REQUIREMENT: Find the line containing "Trace the roads" in the entries below. Reproduce that line and each one after it to the end, exactly, with no other lines.

(Entries taken from a collection)

----------

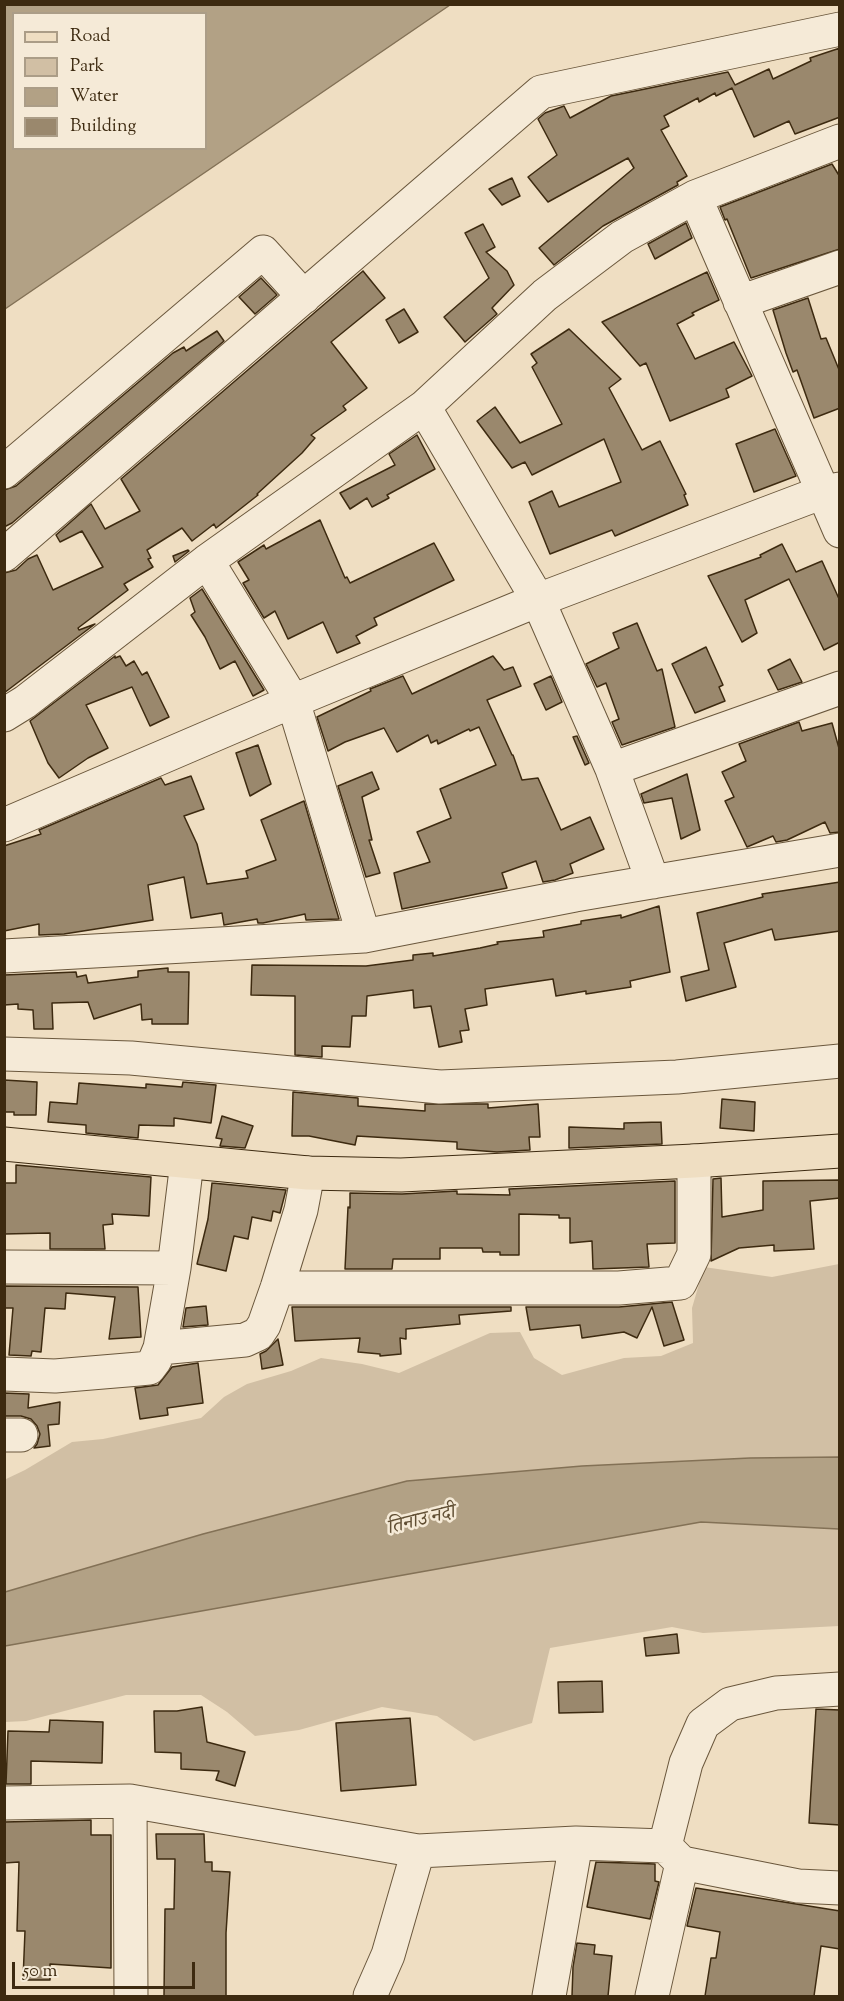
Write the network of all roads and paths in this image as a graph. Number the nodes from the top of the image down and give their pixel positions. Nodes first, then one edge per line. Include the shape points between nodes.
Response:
1 (840, 29) edge
2 (840, 141) edge
3 (695, 197) junction
4 (840, 267) edge
5 (304, 297) junction
6 (740, 302) junction
7 (424, 407) junction
8 (4, 472) edge
9 (831, 490) edge
10 (840, 531) edge
11 (4, 555) edge
12 (207, 561) junction
13 (538, 600) junction
14 (840, 688) edge
15 (293, 701) junction
16 (4, 715) edge
17 (612, 769) junction
18 (4, 825) edge
19 (840, 850) edge
20 (653, 882) junction
21 (364, 936) junction
22 (4, 957) edge
23 (4, 1053) edge
24 (840, 1061) edge
25 (4, 1144) edge
26 (840, 1151) edge
27 (694, 1161) junction
28 (188, 1162) junction
29 (308, 1173) junction
30 (4, 1267) edge
31 (174, 1268) junction
32 (277, 1288) junction
33 (160, 1348) junction
34 (4, 1374) edge
35 (840, 1689) edge
36 (130, 1801) junction
37 (4, 1803) edge
38 (576, 1843) junction
39 (418, 1851) junction
40 (673, 1854) junction
41 (840, 1888) edge
42 (131, 1996) edge
43 (370, 1996) edge
44 (549, 1996) edge
45 (652, 1996) edge

1 - 5 street via 541,92
2 - 3 street
3 - 6 street
3 - 7 street via 622,237 545,295
4 - 6 street
5 - 8 street via 263,252
5 - 11 street
6 - 9 street
7 - 12 street
7 - 13 street
9 - 10 street
9 - 13 street
12 - 15 street
12 - 16 street
13 - 15 street
13 - 17 street
14 - 17 street
15 - 18 street
15 - 21 street
17 - 20 street
19 - 20 street
20 - 21 street
21 - 22 street
23 - 24 street via 131,1058 440,1087 677,1077
25 - 28 main road
26 - 27 main road
27 - 29 main road via 401,1175
27 - 32 street via 694,1254 680,1283 619,1287
28 - 29 main road
28 - 31 street
29 - 32 street
30 - 31 street
31 - 33 street
32 - 33 street via 258,1334 245,1340
33 - 34 street via 149,1368 55,1376
35 - 40 street via 776,1693 730,1704 704,1724 686,1763
36 - 37 street
36 - 39 street
36 - 42 street
38 - 39 street
38 - 40 street
38 - 44 street
39 - 43 street via 388,1955
40 - 41 street via 798,1886
40 - 45 street

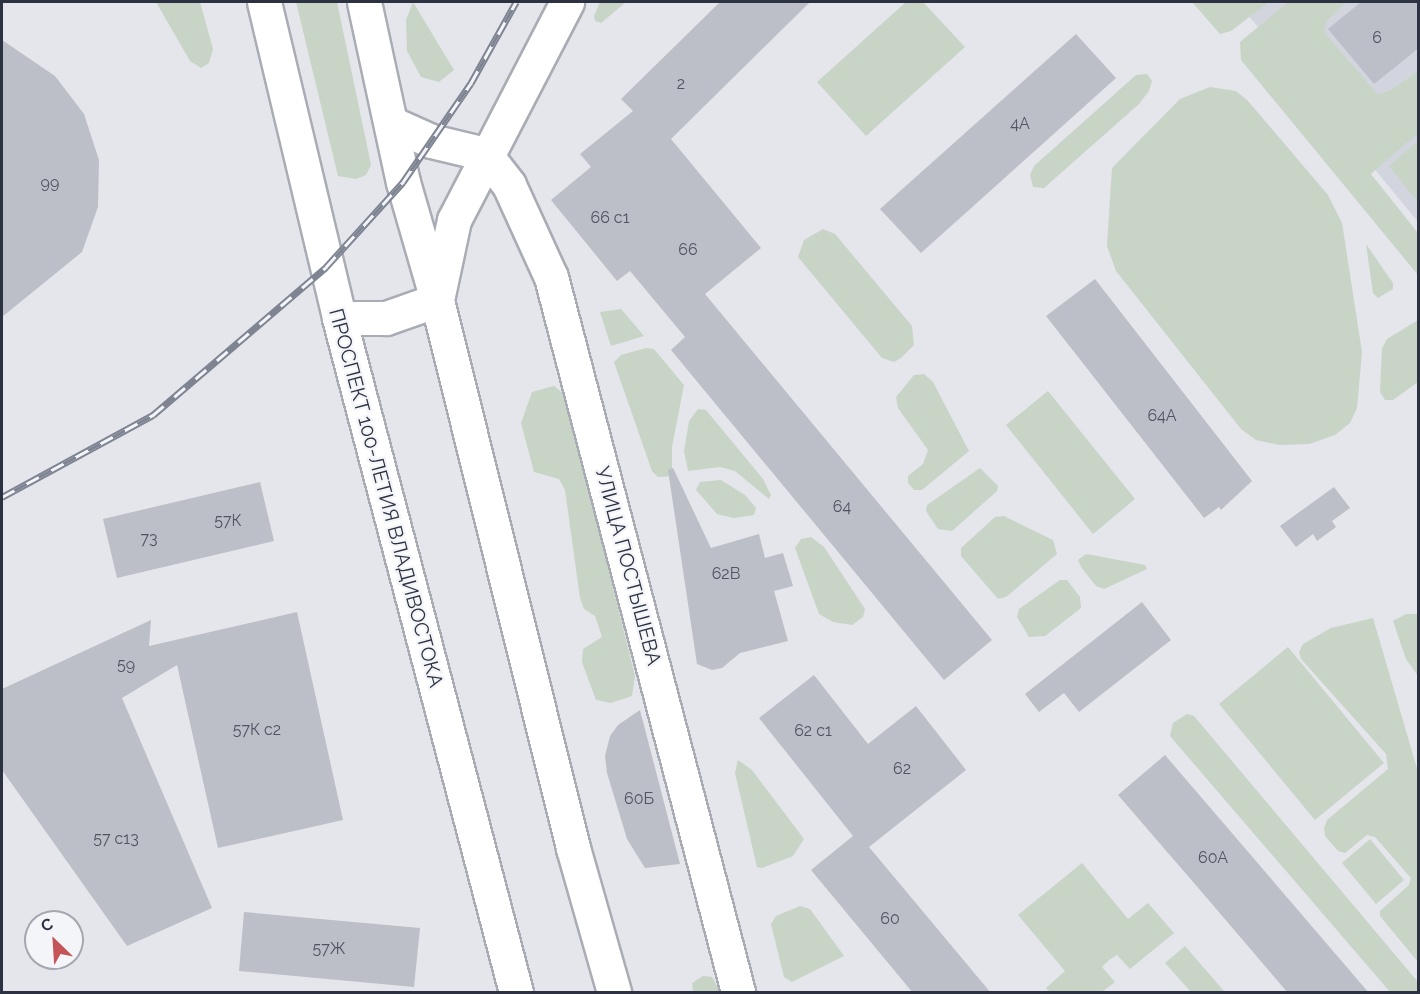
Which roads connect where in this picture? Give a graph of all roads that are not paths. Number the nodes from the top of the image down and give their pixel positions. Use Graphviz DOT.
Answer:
graph roads {
  1 [pos="264,2"];
  2 [pos="364,2"];
  3 [pos="567,2"];
  4 [pos="391,123"];
  5 [pos="485,154"];
  6 [pos="437,300"];
  7 [pos="339,318"];
  8 [pos="516,993"];
  9 [pos="614,993"];
  10 [pos="738,993"];
  1 -- 7 [label="main road, ПРОСПЕКТ 100-ЛЕТИЯ ВЛАДИВОСТОКА"];
  2 -- 4 [label="main road"];
  3 -- 5 [label="main road"];
  4 -- 5 [label="main road"];
  4 -- 6 [label="main road"];
  5 -- 6 [label="main road"];
  5 -- 10 [label="main road, УЛИЦА ПОСТЫШЕВА"];
  6 -- 7 [label="main road"];
  6 -- 9 [label="main road"];
  7 -- 8 [label="main road, ПРОСПЕКТ 100-ЛЕТИЯ ВЛАДИВОСТОКА"];
}
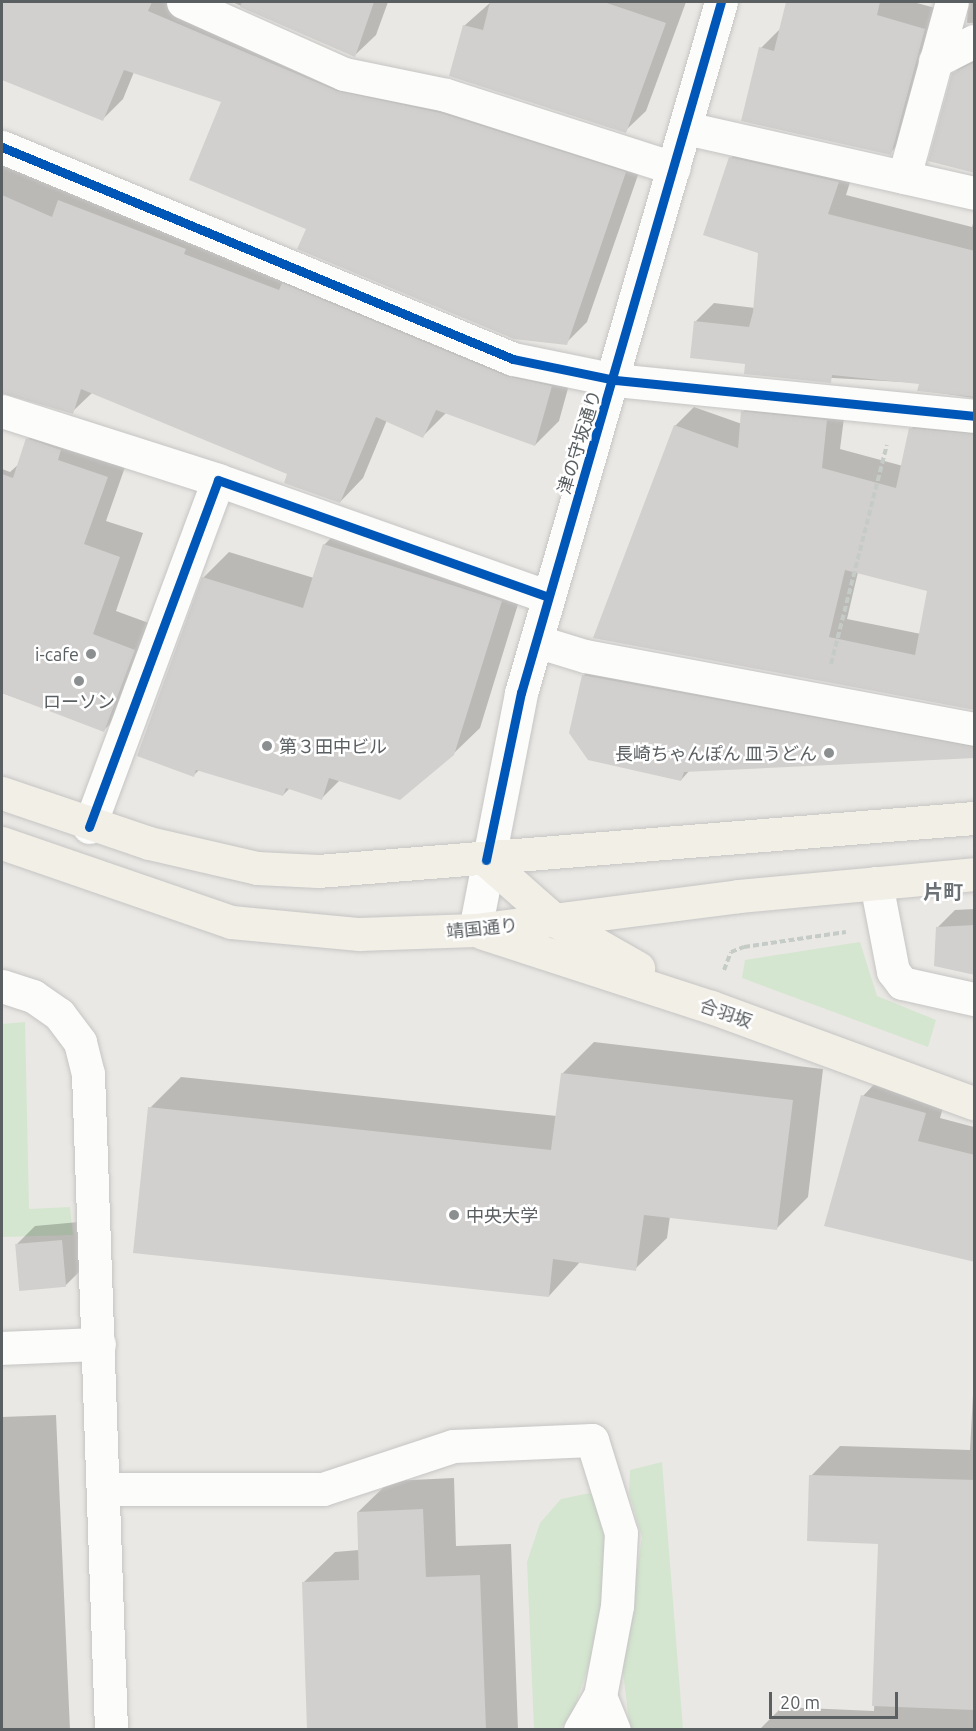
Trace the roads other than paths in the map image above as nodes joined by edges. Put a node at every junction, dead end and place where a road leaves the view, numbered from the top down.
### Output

----------

YOUR SOLUTION:
Trace the roads other than paths in the map image above as nodes joined by edges. Put a node at every junction, dead end and place where a road leaves the view, numbered from the top down.
### Output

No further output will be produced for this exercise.